LB: Man? Ha! McCarthy’s no man. Trump castrated that spineless suck-up long ago. The Donald displays Kevin’s manhood on his mantle in Mar-a-Lago. You might be able to see it with a microscope.
MTG: Watch what you’re saying about our new leader, bitch, or I’ll smack you so hard you’ll… you’ll be… you’ll be really, really sorry. I mean it! And your face will hurt too.
LB: Don’t make me laugh, blondie. Your slaps would feel like mosquito wings brushing against my skin.
MTG: I’m serious, Boe-dirt, you little Gaetz-skank. I’m sitting on the Kick-Ass Committee and am about to open a can of whoop-ass on you.
LB: Oh, yeah, tough stuff? Are you packing?
MTG: What?
LB: Are you strapping?
MTG: No.

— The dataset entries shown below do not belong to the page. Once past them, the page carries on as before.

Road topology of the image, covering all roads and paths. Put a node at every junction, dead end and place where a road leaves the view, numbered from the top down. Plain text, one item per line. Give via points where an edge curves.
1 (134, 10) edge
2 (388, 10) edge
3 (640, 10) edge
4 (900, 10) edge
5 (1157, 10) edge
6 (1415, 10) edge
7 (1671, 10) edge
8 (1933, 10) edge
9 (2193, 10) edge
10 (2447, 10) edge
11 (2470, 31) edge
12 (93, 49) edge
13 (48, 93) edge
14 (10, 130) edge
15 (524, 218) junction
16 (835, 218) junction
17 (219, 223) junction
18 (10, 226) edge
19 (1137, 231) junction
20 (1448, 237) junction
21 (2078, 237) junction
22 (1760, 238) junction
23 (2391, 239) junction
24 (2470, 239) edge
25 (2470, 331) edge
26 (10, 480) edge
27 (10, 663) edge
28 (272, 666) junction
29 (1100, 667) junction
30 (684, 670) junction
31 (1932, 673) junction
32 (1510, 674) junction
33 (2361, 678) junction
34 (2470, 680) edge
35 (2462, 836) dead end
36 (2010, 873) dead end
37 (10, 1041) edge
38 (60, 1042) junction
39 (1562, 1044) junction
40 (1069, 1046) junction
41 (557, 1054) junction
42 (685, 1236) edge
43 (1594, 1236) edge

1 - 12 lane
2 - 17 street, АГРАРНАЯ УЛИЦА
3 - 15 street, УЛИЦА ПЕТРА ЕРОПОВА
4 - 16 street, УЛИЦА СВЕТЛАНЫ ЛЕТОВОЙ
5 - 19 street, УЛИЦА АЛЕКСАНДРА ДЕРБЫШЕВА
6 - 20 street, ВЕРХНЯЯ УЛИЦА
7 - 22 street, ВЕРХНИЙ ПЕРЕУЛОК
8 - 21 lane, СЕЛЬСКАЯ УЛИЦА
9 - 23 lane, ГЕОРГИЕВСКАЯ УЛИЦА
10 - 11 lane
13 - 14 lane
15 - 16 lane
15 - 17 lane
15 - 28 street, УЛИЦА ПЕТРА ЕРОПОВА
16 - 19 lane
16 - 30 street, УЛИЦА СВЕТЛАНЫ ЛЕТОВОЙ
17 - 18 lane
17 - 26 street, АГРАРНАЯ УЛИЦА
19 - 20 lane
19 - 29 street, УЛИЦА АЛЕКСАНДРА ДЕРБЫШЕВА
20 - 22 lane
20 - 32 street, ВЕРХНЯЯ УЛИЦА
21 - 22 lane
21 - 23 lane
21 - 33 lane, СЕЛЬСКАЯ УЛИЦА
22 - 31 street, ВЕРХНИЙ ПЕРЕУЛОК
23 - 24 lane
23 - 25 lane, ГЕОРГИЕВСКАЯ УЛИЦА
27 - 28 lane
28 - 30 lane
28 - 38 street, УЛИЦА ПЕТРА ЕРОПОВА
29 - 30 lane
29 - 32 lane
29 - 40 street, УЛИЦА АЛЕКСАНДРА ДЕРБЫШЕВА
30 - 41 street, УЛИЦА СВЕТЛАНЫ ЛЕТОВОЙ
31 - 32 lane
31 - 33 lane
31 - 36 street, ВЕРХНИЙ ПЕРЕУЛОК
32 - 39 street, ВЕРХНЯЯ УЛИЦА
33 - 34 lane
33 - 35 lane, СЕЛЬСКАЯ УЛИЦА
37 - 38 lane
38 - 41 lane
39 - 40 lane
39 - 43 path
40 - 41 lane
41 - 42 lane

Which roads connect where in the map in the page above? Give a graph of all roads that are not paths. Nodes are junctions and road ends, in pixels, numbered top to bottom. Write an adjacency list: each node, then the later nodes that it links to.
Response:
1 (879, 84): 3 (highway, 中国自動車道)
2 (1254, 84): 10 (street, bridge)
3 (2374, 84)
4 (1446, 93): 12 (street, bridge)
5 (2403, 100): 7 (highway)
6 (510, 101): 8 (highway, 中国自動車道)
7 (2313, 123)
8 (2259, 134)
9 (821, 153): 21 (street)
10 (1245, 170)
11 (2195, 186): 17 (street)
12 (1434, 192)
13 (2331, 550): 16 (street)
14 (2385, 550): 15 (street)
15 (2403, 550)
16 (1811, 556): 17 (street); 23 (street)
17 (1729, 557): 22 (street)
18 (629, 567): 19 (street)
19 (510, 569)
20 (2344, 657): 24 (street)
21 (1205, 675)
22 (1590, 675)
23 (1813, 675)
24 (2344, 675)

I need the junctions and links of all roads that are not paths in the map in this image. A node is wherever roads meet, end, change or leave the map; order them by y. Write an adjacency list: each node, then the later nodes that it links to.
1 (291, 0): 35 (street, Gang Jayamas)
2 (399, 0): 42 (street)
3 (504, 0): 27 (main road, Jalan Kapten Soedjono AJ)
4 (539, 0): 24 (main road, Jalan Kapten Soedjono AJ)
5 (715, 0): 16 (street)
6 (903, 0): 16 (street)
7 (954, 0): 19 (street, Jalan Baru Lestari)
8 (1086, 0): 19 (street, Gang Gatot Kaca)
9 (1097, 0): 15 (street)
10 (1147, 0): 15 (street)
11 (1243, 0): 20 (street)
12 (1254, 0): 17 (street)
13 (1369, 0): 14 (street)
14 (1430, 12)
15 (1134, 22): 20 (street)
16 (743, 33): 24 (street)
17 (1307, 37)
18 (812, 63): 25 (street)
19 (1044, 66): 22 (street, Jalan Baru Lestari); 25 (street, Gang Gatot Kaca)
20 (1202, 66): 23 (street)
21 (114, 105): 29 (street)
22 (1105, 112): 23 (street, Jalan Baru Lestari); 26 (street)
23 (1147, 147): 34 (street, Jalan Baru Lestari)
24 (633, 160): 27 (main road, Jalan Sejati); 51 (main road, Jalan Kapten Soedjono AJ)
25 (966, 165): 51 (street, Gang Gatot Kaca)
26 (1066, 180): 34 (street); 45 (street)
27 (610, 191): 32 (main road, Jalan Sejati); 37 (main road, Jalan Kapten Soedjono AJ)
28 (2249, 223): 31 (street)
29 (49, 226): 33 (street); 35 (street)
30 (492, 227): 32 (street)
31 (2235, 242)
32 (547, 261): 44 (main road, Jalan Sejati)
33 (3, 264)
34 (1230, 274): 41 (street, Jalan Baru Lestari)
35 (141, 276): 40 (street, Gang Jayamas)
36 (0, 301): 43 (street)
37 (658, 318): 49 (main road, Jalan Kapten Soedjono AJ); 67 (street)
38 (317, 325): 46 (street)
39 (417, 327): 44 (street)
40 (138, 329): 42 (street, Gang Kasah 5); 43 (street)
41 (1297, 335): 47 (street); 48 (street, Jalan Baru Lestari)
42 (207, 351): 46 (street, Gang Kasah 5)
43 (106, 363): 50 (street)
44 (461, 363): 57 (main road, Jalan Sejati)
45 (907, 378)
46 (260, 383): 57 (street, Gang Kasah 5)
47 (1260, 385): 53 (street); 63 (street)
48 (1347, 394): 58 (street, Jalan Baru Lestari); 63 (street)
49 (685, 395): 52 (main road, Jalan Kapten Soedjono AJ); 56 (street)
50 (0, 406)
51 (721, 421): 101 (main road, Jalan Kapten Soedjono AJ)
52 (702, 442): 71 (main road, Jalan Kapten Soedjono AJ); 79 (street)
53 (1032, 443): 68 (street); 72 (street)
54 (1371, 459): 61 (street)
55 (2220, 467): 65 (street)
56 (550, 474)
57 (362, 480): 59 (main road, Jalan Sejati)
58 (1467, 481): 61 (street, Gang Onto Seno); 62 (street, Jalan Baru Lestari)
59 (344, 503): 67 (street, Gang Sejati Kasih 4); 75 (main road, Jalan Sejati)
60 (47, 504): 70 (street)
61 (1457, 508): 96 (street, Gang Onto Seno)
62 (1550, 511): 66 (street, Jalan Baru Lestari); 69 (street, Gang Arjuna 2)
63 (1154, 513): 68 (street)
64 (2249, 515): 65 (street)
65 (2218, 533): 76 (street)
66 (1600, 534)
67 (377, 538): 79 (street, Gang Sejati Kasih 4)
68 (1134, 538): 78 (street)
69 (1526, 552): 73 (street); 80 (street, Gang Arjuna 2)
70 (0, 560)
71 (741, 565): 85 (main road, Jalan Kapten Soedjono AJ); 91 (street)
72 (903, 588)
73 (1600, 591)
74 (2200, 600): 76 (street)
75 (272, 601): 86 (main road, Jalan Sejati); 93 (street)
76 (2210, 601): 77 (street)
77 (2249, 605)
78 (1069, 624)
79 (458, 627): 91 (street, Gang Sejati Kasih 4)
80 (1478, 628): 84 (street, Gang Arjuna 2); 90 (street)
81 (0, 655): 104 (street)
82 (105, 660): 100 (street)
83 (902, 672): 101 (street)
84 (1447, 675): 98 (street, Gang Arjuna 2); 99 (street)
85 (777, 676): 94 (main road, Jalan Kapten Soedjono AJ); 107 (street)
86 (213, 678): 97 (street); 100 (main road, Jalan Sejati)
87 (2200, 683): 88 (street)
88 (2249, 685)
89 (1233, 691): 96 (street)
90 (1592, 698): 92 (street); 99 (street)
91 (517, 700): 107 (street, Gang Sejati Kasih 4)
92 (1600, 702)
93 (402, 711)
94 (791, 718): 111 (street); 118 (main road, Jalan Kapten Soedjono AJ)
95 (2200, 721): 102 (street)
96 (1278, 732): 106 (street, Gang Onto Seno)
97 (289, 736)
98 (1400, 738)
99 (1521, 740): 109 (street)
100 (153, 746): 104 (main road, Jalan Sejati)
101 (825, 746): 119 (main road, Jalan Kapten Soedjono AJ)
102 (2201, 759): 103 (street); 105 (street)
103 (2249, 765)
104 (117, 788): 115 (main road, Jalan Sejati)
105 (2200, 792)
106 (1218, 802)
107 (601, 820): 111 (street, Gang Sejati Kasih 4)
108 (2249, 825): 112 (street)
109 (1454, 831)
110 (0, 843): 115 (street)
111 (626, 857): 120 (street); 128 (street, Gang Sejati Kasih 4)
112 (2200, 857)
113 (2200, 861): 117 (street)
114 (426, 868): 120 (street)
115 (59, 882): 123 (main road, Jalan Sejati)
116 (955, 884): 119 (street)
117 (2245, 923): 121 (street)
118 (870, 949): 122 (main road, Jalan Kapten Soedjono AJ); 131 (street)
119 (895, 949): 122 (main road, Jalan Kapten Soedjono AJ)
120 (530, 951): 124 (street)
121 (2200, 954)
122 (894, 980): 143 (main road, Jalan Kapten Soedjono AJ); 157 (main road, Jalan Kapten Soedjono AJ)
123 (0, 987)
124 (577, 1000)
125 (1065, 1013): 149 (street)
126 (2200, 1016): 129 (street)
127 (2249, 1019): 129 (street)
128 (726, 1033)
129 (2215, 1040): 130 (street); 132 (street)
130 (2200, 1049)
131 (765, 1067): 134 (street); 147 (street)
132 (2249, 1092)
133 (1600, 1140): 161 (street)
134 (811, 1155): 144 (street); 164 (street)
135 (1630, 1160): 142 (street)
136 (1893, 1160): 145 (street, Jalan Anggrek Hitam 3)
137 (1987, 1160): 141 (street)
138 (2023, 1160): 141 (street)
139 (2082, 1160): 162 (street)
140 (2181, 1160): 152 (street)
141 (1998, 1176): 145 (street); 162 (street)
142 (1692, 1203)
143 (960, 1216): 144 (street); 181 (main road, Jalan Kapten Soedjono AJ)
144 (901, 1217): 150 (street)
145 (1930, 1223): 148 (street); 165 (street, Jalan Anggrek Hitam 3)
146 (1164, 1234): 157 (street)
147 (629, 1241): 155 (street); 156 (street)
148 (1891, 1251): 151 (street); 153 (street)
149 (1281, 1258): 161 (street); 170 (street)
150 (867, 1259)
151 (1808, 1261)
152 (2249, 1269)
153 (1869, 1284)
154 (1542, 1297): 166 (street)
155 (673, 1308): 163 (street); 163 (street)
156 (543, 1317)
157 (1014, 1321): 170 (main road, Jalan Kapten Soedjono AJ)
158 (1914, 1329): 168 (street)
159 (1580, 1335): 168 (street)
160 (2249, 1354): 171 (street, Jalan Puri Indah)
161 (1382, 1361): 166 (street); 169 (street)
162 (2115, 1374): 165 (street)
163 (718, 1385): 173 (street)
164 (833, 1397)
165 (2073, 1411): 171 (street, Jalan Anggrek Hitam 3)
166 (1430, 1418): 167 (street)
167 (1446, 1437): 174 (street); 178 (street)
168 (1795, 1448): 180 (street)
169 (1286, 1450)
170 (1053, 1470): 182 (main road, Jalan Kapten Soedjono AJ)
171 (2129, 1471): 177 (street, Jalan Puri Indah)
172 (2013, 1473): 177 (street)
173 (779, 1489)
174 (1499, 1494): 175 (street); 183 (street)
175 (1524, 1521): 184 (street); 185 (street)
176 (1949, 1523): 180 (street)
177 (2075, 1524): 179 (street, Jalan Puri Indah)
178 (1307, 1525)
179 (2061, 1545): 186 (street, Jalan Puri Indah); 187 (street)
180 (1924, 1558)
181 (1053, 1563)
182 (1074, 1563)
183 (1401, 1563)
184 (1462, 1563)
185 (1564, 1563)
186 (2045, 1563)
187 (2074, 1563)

Kevin’s not into S&M. He says it hurts too much.
LB: Not that kind of strapping, idiot. Are you armed? Do you have a gun?
MTG: Of course not. We’re in The Capitol.
LB: Well, cupcake, I’m always packing. And trust me––you do NOT want me drawing down on you.
MTG: You’re not allowed to have guns in here. I’m going to tell Kevin you’re––
LB: You’re not telling that little turd anything, teacher’s pet. Now, get out of here before I unload on you.
MTG: But I have to pee.
LB: You do? Really? Look––what’s that yellow puddle you’re standing in?
MTG: Oh. I must have–
LB: Scram, blondie. Go running back to McCarthy. Maybe the next time you see me, you’ll have one of those Jewish lasers from outer space.
(THE BATHROOM DOOR OPENS, AND SEN. LINDSAY GRAHAM WALKS IN AND SPEAKS)
LG: Hello, ladies. Would one of you be an absolute angel and let me borrow a dab of rouge? I’m whiter than a MAGA rally.